Cette chronique sera essentiellement
consacrée à l’examen de la 9e réunion des Etats parties au
Protocole de Kyoto.
Le 28 novembre 2003, l’Arménie est
devenue le 50e Etat ayant ratifié la Convention de Rotterdam
qui porte sur le commerce international des produits chimiques et
pesticides dangereux. Elle entrera en vigueur dans un délai de 90 jours.
La 10e session du Comité de négociation intergouvernemental
s’était tenue à Genève des 17 au 21 novembre 2003.
L’intérêt de la Convention est d’instaurer
une coopération entre les Etats souhaitant entretenir des relations
commerciales portant sur les produits chimiques et pesticides dangereux.

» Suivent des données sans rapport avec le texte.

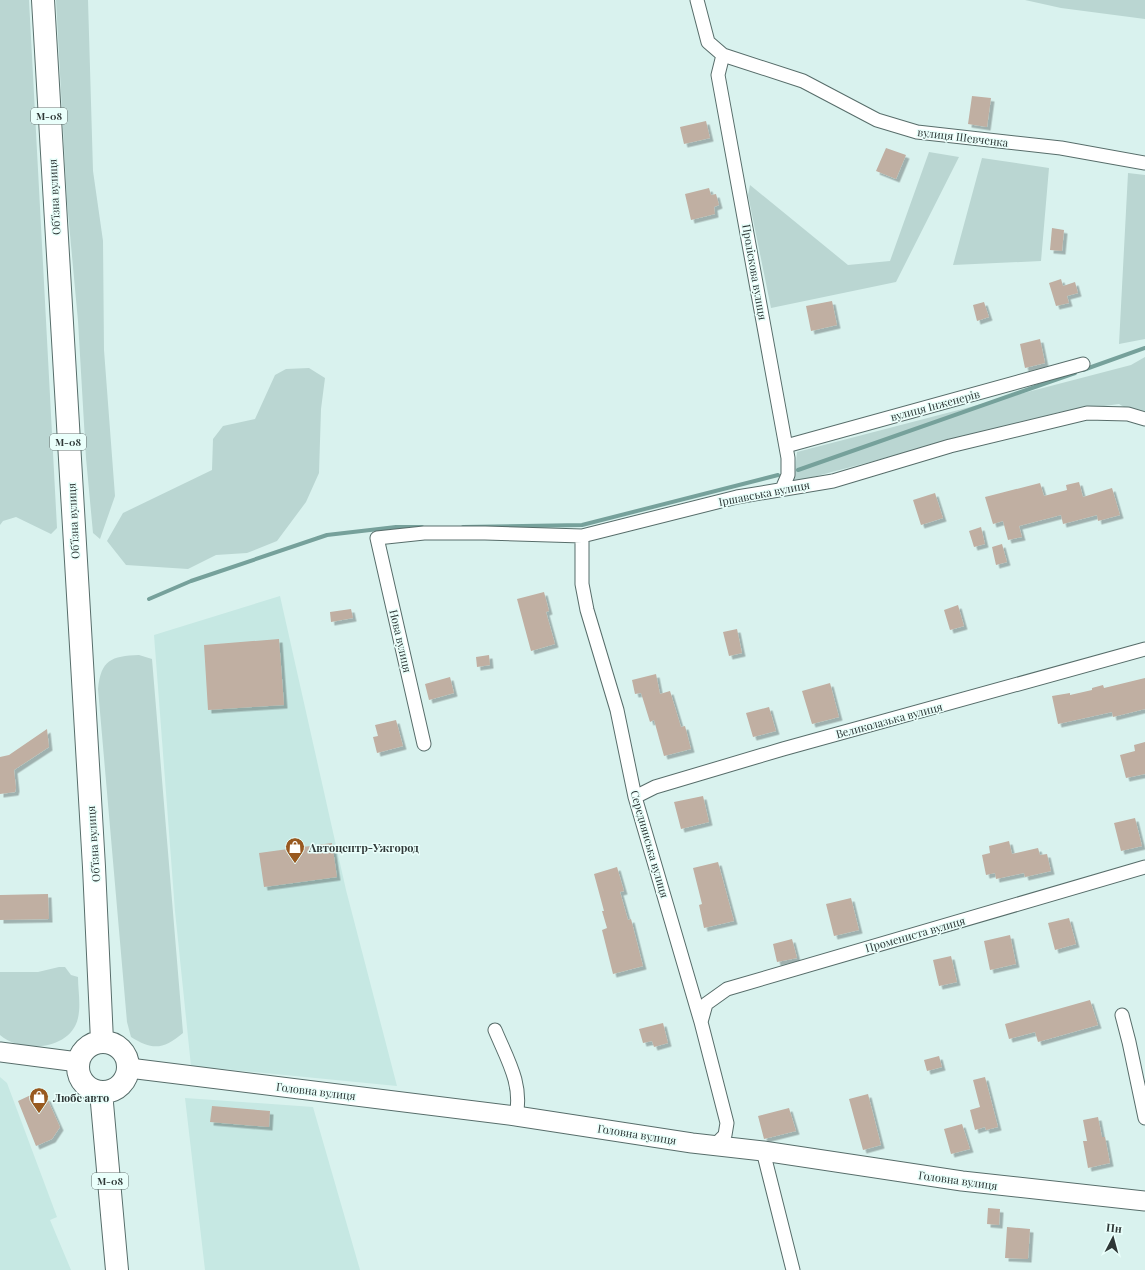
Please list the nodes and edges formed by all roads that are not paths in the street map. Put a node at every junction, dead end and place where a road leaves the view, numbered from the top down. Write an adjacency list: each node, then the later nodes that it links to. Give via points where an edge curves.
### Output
1 (43, 0): 18 (highway, Обʼїзна вулиця / М-08)
2 (697, 0): 3 (street, via 708,42)
3 (723, 55): 4 (street, вулиця Шевченка, via 803,81 877,120 917,132 1060,148); 7 (street, Проліскова вулиця, via 718,75)
4 (1145, 163)
5 (1084, 364): 7 (street, вулиця Інженерів)
6 (1145, 419): 8 (street, Іршавська вулиця, via 1128,414 1086,413 950,446 833,481)
7 (786, 446): 8 (street, Проліскова вулиця, via 788,475)
8 (782, 488): 9 (street, Іршавська вулиця)
9 (582, 536): 10 (street, Іршавська вулиця, via 424,533); 13 (street, Середнянська вулиця, via 582,584 587,610 617,710)
10 (378, 538): 12 (street, Нова вулиця)
11 (1145, 649): 13 (street, Великолазька вулиця, via 655,786)
12 (424, 744)
13 (635, 797): 16 (street, Середнянська вулиця)
14 (1145, 867): 16 (street, Промениста вулиця, via 727,989 706,1004)
15 (1122, 1015): 24 (street)
16 (701, 1022): 25 (street, Середнянська вулиця, via 727,1123 725,1135)
17 (495, 1030): 23 (street, via 516,1079 519,1104)
18 (102, 1041): 20 (highway, via 87,1048); 21 (highway, via 118,1046 126,1056)
19 (0, 1052): 20 (street)
20 (78, 1062): 22 (highway, via 79,1074 86,1085)
21 (129, 1068): 22 (highway, via 127,1076 117,1088); 23 (street, Головна вулиця)
22 (101, 1092): 28 (highway, М-08)
23 (516, 1116): 25 (street, Головна вулиця)
24 (1145, 1118)
25 (715, 1145): 26 (street, Головна вулиця)
26 (763, 1151): 27 (street, Головна вулиця, via 962,1182); 29 (street)
27 (1145, 1201)
28 (117, 1270)
29 (793, 1270)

Pour cette raison, la Convention contient des dispositions relatives à
l’échange d’informations sur les particularités de ces substances et
instaure un processus de décision interne à chaque Etat concernant
l’importation et l’exportation des produits en question.
Le Comité de négociation intergouvernemental
joue en quelque sorte un rôle intérimaire tant que la Convention n’est
pas encore entrée en vigueur. Plusieurs questions étaient à l’ordre du
jour de la 10e réunion :
-
Inclusion dans la liste des substances
concernées par la Convention de nouveaux pesticides (exemple :
décision UNEP/FAO/PIC/INC.10/7 - Application de la procédure PIC aux
produits chimiques amiantes Amosite, Actinolite, Anthophylillite,
Tremolite et Chrysotile). Cela devrait permettre d’allonger la liste
des substances concernées.
-
Création d’une procédure de contrôle à
l’instar de celles qui existent déjà dans d’autres instruments du
droit international de l’environnement. L’intérêt de ces procédures
est qu’elles permettent un contrôle de la mise en œuvre par les Etats
de leurs obligations conventionnelles.
La Convention devrait voir sa notoriété
augmenter à compter de son entrée en vigueur prochaine.
La 9e conférence des Etats
parties de la Convention-cadre sur les changements climatiques s’est
déroulée à Milan des 1er au 12 décembre 2003.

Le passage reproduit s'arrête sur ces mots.